BRIEF: Reply with one number only: the count of lines below that contain the word "SOUTH".

** Opening INPUT DATA block **

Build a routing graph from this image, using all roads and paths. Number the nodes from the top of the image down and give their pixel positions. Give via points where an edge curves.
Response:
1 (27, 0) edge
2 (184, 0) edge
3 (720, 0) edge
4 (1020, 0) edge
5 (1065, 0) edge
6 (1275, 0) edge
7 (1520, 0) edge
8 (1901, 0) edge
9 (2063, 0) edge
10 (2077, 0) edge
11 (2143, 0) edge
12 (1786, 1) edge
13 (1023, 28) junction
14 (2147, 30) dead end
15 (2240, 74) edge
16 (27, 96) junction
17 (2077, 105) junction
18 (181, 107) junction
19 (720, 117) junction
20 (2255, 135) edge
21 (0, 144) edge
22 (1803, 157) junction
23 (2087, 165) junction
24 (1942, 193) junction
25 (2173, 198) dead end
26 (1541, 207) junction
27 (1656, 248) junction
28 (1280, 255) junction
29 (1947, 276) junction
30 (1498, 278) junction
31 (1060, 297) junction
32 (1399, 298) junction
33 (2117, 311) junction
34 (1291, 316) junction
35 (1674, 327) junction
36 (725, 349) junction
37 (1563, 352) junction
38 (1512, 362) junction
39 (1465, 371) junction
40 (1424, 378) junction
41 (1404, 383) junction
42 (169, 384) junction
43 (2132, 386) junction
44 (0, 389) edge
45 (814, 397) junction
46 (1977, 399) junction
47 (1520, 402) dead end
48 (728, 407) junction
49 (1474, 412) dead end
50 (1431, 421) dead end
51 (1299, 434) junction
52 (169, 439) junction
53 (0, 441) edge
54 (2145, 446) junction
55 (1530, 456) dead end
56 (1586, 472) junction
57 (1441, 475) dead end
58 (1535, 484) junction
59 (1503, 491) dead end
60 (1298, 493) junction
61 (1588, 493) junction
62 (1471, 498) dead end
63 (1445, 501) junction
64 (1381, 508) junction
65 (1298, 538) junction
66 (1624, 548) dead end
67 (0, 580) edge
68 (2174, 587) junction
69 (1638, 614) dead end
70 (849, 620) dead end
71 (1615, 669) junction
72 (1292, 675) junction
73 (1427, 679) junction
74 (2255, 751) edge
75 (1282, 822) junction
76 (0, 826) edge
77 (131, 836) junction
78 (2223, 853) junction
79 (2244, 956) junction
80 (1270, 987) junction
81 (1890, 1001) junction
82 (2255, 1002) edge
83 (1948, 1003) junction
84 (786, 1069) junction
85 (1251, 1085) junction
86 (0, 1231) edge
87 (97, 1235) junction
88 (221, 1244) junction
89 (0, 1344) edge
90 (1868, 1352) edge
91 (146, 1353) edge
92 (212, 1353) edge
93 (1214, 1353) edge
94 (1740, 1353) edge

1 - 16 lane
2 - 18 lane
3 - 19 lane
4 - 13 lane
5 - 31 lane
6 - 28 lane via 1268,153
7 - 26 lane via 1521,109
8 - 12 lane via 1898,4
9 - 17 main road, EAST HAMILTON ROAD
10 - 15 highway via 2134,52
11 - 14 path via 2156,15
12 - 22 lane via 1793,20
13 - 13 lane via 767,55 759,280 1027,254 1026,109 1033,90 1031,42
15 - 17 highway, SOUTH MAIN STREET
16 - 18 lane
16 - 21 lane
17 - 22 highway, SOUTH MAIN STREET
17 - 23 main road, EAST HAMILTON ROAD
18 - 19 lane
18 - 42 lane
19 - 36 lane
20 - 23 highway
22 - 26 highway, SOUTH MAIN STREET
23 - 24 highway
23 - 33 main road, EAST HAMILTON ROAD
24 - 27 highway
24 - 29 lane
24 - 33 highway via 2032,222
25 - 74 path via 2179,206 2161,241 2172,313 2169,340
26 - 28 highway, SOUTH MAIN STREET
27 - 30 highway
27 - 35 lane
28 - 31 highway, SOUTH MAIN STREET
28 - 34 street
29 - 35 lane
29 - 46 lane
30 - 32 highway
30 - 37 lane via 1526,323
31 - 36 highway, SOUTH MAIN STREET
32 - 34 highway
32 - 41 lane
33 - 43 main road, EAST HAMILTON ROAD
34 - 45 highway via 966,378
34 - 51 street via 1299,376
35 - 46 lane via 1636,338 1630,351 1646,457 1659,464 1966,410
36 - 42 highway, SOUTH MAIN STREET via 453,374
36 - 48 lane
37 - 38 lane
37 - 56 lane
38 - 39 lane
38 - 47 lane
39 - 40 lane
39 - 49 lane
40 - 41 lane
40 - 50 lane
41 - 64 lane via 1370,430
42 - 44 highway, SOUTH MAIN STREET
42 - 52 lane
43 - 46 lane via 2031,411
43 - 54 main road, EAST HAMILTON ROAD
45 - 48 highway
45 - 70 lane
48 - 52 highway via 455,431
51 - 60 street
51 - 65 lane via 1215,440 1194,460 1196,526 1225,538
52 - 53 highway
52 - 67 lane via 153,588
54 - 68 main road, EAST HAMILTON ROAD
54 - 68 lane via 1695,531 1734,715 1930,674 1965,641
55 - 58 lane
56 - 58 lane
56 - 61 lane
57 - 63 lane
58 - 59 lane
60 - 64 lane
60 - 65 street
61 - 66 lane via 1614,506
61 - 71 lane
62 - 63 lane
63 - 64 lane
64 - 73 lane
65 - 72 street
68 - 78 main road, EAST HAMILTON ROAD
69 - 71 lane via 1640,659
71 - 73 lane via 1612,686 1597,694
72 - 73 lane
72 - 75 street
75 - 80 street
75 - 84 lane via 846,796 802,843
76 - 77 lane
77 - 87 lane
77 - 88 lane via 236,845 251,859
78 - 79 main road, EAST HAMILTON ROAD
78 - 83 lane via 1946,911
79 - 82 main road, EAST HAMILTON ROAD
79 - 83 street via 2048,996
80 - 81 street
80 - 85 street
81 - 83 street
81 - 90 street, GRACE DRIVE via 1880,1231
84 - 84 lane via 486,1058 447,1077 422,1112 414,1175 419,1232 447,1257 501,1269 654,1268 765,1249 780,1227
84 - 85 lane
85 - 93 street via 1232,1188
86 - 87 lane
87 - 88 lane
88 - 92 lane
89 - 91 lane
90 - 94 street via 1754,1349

** Closing INPUT DATA block **

YOUR RESPONSE: 8